China’s planned tariff reductions come as the coronavirus outbreak continues to broaden…
from Zero Hedge
While global equity futures continue to soar amid a return of the “coronavirus is contained” following reports that new drugs are in the pipeline to treat the deadly disease on Wednesday, China’s economy is expected to print sub-5% GDP in Q1. This has forced an increasingly desperate Beijing to unexpectedly announce on Thursday that it will slash tariff levied on 1,717 U.S. goods by up to 50%.
China’s finance ministry stated that on Feb. 14, additional tariffs levied on some goods will be reduced from 10% to 5%, and others lowered from 5% to 2.5%, reported Reuters. The finance ministry didn’t explicitly state the value of goods affected by tariff reductions.
In a separate statement, the ministry said tariff reductions would mostly be for products announced during the trade war. They said further tariff adjustments could depend on the bilateral economic and trade situation.

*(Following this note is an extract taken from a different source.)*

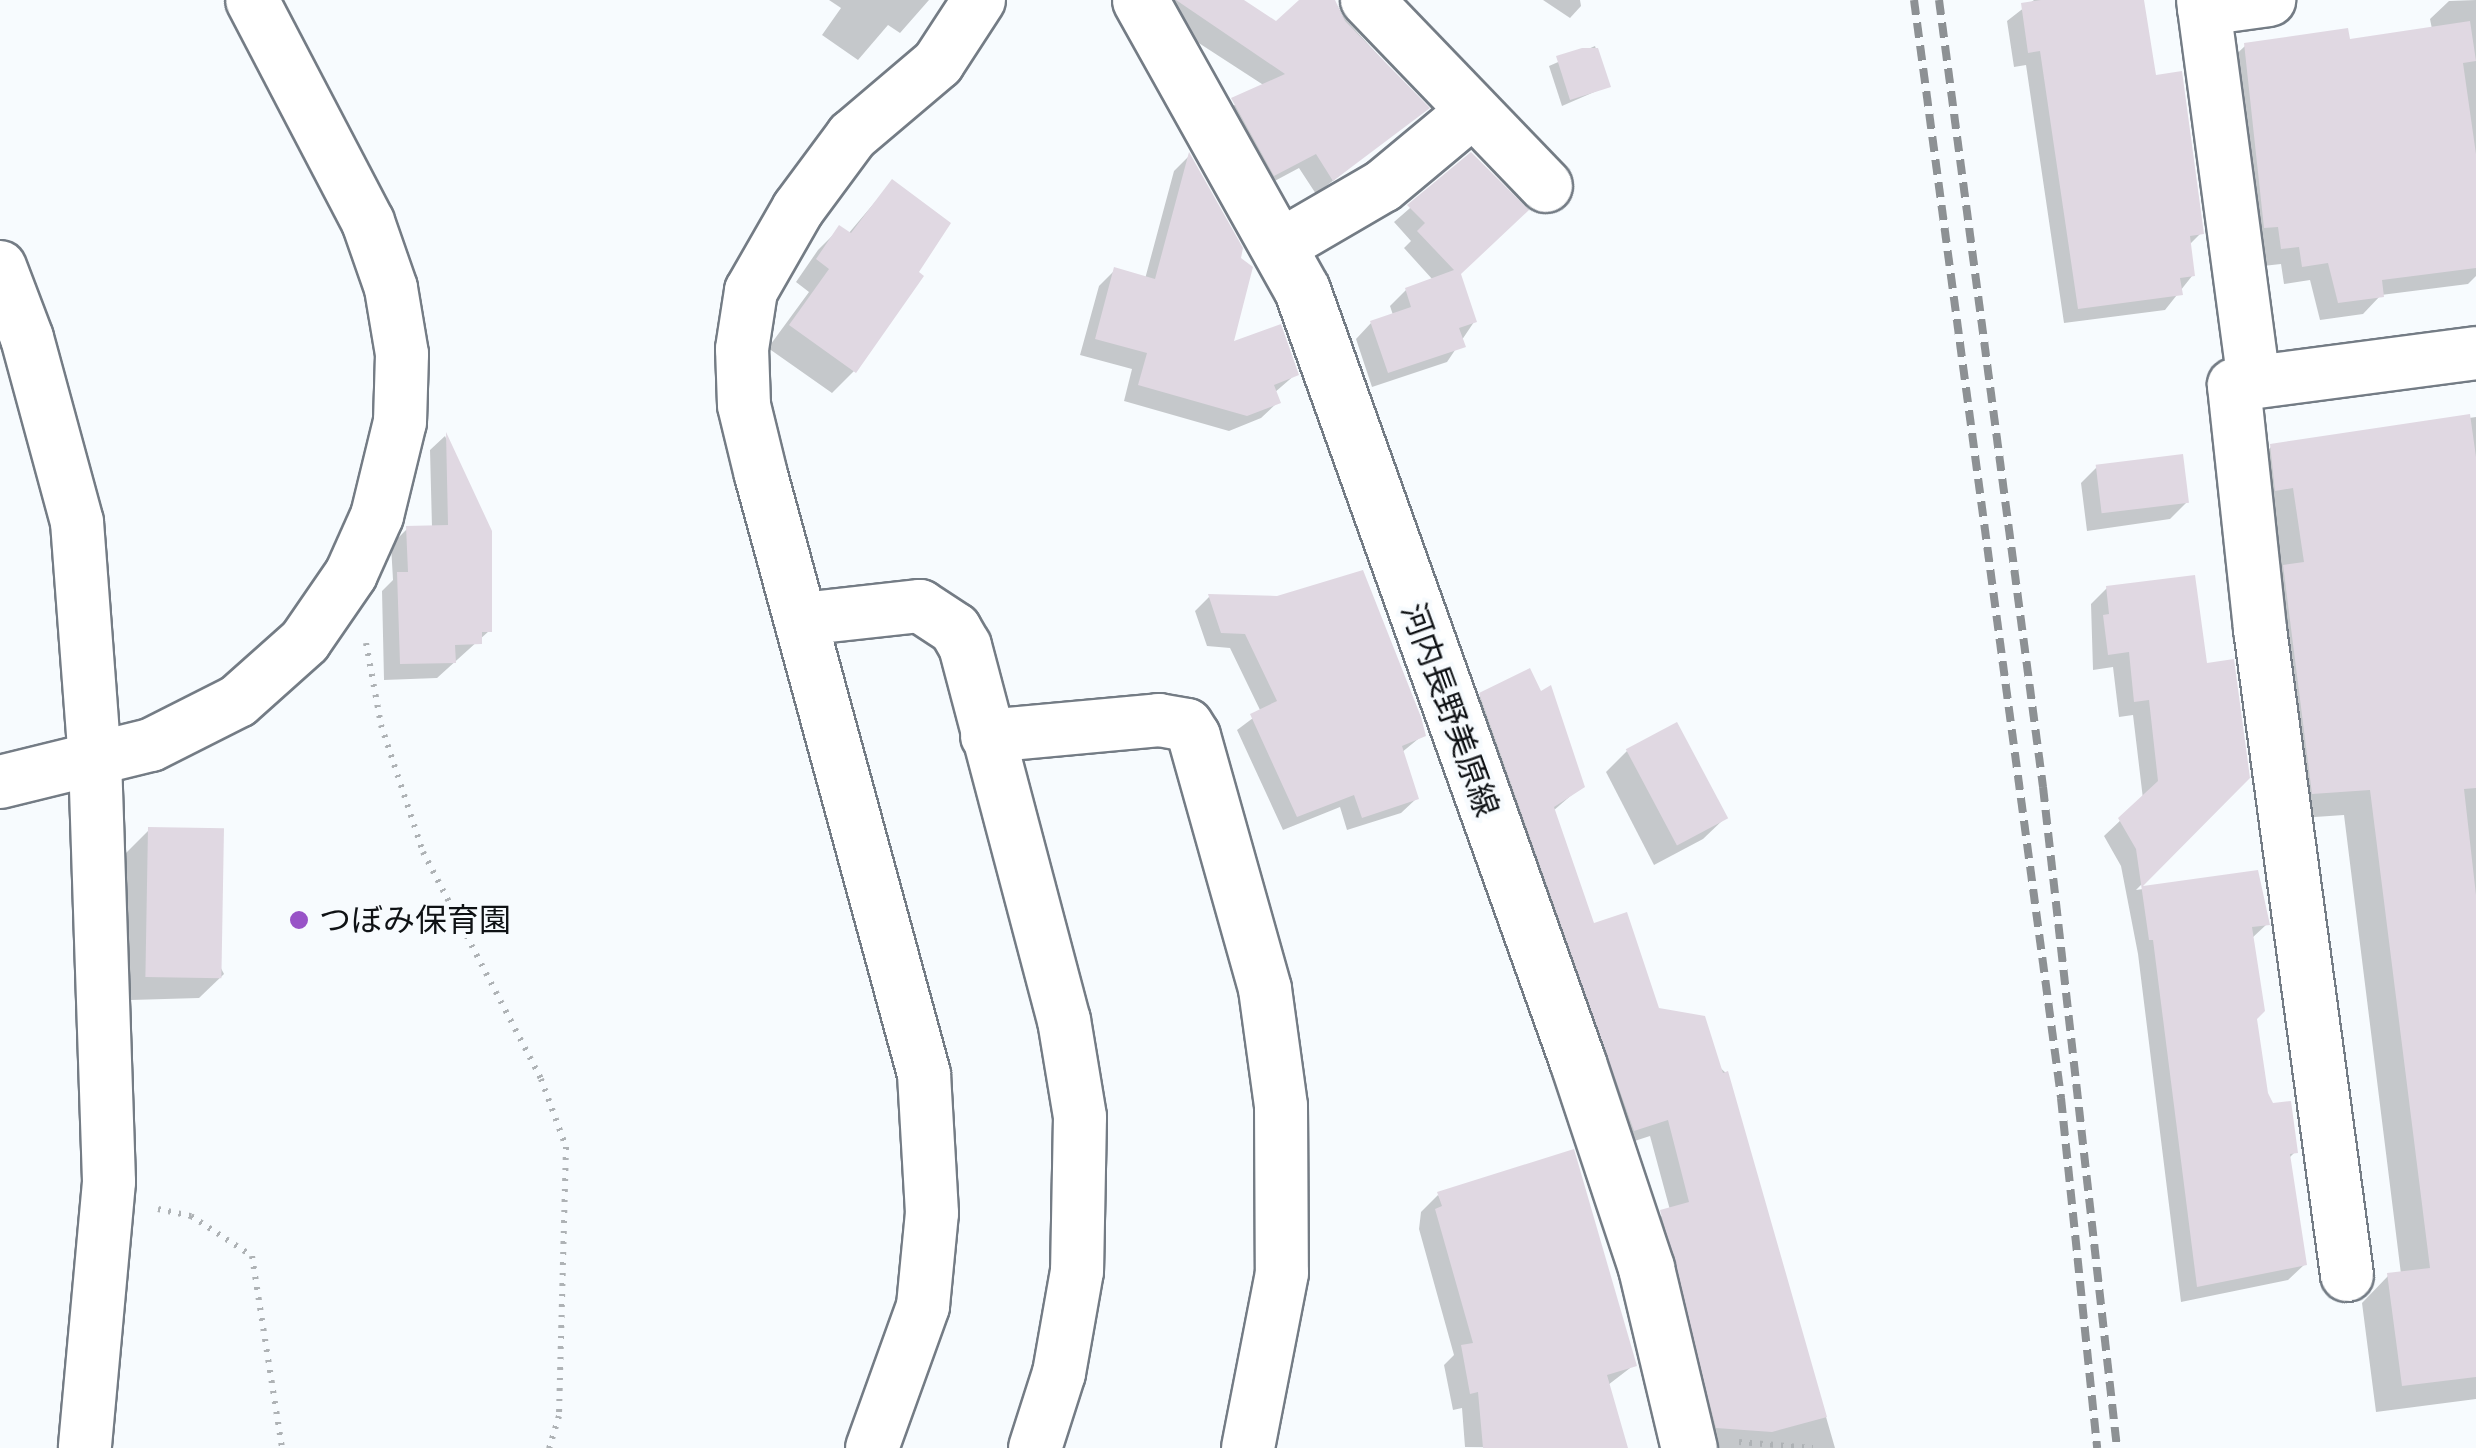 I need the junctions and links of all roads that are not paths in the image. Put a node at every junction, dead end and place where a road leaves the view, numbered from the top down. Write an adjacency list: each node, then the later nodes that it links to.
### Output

The ministry said soybean tariffs would be reduced from 30% to 27.5%. Tariffs on crude will be halved from 5% to 2.5% after Feb. 14.
“Any move to de-escalate is always good. Especially when the market is overwhelmed by the news about virus, good news about tariff is refreshing,” said Tommy Xie, head of Greater China research at OCBC Bank in Singapore.
“The announcement shows China’s commitment to implement the phase one trade deal despite the disruptions from the recent virus outbreak,” said Xie.
Hu Xijin, the editor from the China Global Times, tweeted Wednesday asking the U.S. to give China some slack in the phase one trade agreement. This could mean China’s expected $200 billion in U.S. purchases over the next two years might not happen.
China’s planned tariff reductions come as the coronavirus outbreak continues to broaden with more than 28,000 cases and 565 deaths globally. Much of the epidemic is centered in China.
Two-thirds of China’s economy is offline, which will produce an economic “shock” that will send GDP tumbling sub-5% in 1Q.
An economic “shock” in China will likely spill over into the rest of the world in the quarter. The reason: China’s economy has significantly increased in importance since the 2003 SARS epidemic because of the breathtaking growth of the Chinese economy over the past two decades.